Tutto parte da quella inondazione biblica e da ciò che Oscar Caskey, scapolone di una delle tre famiglie più benestanti di Perdido, aggirandosi per la città bordo di una barchetta condotta dal suo assistente di colore, scopre nella camera dell’albergo semisommerso: una giovane donna, forestiera, Elinor, che soccorre e accompagna a casa sua. Oscar non sa che l’irruzione di quella donna nel tran tran non esattamente tranquillo ma certamente consolidato di Perdido e della sua famiglia cambierà la storia del suo microcosmo. Il passato nebuloso di Elinor e la paura di Mary-Love, madre di Oscar e sostanziale capoclan, di vedersi scalzata dal suo ruolo accentueranno un conflitto inevitabile. Quel che è peggio, Elinor ha l’inusitata capacità di fare breccia nel cuore del prossimo. Le voci che iniziano a serpeggiare di stranezze nei suoi comportamenti debordanti nel campo del sovrannaturale velano il quadro complessivo di una bruma di mistero che certamente non guasta.
Non va dimenticato il contesto storico: nel 1919, il Sud segregato è ancora un paese mentalmente schiavista, malgrado l’istituto della schiavitù sia stato abolito per legge nel 1865. Sono, forse, il senso di colpa collettivo dei bianchi e la superstizione sincretica degli ex-schiavi ad aver accentuato la propensione al metafisico dei racconti orali americani e, di conseguenza, della narrativa popolare, soprattutto nel Sud. D’accordo, gli scritti di Flannery O’Connor e William Faulkner non si fanno notare per una presenza massiccia di folletti e spiritelli, ma le atmosfere gotiche nel romanzo sudista non mancano. Joe R. Lansdale ancor oggi ammicca con piacere a quelle suggestioni, per quanto prediliga costruirle indagando nel lato oscuro della psiche umana e pescandole in tutte le pieghe apparentemente insondabili dei comportamenti individuali.
Più che di fattucchiere e talismani, i suoi romanzi pullulano di creature mostruose che l’immaginario popolare ha demonizzato: aggressivi e velenosi mocassini d’acqua (immancabili nella letteratura del Dixie come nella sua natura e, in effetti, evocati anche nella saga di “Blackwater”), alligatori, pesci mutanti, inquietanti gatti selvatici. Poco importa, dunque, se tutta quell’aura metafisica è frutto dell’autosuggestione e della superstizione. D’altra parte, non v’è libro più spaventoso della Bibbia, ricco di sangue e violenza. Lo sanno bene i cantanti del blues del Delta, una terra confinante con l’Alabama, per i quali l’inondazione dell’Old Man River, ovvero del Mississippi, la rottura degli argini e il patto con il diavolo al fatidico crocicchio sono pane quotidiano.
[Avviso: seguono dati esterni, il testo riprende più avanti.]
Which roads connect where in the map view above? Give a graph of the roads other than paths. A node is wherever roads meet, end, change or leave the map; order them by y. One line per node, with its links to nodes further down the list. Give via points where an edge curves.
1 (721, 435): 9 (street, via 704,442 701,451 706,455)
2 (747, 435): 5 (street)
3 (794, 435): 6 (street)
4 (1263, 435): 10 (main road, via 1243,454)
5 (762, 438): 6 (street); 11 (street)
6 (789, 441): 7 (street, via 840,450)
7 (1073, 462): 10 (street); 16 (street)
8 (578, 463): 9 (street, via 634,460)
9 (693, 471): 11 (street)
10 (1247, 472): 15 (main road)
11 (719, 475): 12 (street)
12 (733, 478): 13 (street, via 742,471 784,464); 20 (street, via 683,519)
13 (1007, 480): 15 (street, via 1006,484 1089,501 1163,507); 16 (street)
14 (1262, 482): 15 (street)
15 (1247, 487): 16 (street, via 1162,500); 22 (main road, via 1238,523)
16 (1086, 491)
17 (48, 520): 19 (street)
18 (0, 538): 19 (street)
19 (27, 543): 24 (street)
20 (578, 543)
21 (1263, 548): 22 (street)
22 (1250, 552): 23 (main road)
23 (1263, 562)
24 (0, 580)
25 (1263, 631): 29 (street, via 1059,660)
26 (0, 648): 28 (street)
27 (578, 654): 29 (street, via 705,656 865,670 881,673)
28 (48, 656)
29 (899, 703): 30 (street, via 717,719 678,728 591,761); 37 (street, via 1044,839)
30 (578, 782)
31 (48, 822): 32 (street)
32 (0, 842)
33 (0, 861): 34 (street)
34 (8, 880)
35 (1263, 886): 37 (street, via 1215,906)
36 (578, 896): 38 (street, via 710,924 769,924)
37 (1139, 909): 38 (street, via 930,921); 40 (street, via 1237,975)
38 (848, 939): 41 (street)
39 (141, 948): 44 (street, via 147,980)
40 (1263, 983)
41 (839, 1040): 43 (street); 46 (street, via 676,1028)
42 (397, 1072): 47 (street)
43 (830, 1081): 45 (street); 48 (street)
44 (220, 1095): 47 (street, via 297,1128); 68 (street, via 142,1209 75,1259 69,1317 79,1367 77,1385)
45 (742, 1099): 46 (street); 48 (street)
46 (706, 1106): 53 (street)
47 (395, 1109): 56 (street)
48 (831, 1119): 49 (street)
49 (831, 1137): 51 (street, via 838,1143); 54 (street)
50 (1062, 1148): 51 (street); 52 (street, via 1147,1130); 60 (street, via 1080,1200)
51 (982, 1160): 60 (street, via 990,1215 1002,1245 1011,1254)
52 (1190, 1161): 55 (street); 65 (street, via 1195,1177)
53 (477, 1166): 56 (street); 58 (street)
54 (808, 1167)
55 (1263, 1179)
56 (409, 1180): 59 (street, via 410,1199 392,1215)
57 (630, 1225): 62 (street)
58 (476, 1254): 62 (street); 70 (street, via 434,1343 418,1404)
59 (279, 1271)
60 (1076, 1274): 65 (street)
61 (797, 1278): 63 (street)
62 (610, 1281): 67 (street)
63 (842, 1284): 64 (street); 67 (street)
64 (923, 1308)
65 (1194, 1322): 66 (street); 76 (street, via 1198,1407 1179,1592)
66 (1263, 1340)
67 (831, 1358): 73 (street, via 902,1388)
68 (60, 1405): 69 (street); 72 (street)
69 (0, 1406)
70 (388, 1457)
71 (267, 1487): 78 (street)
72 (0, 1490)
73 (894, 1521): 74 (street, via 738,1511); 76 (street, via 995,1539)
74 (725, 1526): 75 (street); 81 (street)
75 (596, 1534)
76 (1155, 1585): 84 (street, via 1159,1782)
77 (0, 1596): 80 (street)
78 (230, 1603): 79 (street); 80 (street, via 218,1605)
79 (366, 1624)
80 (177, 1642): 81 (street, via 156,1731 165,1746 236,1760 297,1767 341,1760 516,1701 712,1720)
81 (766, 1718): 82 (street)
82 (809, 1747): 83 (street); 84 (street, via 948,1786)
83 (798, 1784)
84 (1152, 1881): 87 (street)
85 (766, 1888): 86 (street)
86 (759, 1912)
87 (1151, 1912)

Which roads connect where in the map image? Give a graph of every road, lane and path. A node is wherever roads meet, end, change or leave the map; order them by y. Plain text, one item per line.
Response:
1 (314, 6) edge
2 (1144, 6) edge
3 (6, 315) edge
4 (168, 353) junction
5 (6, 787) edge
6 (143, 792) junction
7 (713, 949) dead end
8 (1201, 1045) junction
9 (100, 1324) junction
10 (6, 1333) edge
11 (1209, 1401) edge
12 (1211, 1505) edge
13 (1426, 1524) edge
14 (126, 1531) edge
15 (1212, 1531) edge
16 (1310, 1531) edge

E quel patto faustiano non è forse figlio più o meno legittimo dei libri della Bibbia? Lo sa bene anche Bob Dylan, che non perde occasione per citarla in maniera più o meno diretta.
Il grande Johnny Cash, originario dell’Arkansas, che ha lembi facenti parte di quel Delta, soleva dire che una canzone può parlare soltanto di tre temi: Dio, amore e morte. In Blackwater 1 – La Piena, Dio e morte la fanno da padroni. L’amore fa timidamente capolino e si può immaginare, se non proprio sperare, che esca maggiormente allo scoperto nei capitoli successivi.
Si potrebbe obiettare che l’ovvietà del punto di partenza di questa saga la squalifichi: è quasi un canone assoluto della letteratura la comparsa di uno straniero che sconvolge la tranquillità di un ambiente in cui tutto è uguale a se stesso da sempre. È un canone classico: basti pensare alle opere di Shakespeare. Ma è un elemento di suspense inevitabile, in qualsiasi storia, comunque la si pensi. Johnny Cash parlava di tre temi e io mi sento di parlare di un’unica storia universale, declinabile secondo la sensibilità individuale dell’autore, ma comunque alla ricerca di un racconto appassionante, che sappia toccare le corde giuste. In Blackwater 1 – La Piena questo ingrediente è presente e fa ben sperare per il prosieguo della saga. E, a ben guardare le cose, una piccola novità c’è: solitamente a sconvolgere la quiete è un uomo, come il misterioso Shane ne Il cavaliere della valle solitaria. Protagonista della saga di “Blackwater” è Elinor Dammert, una donna. E che donna!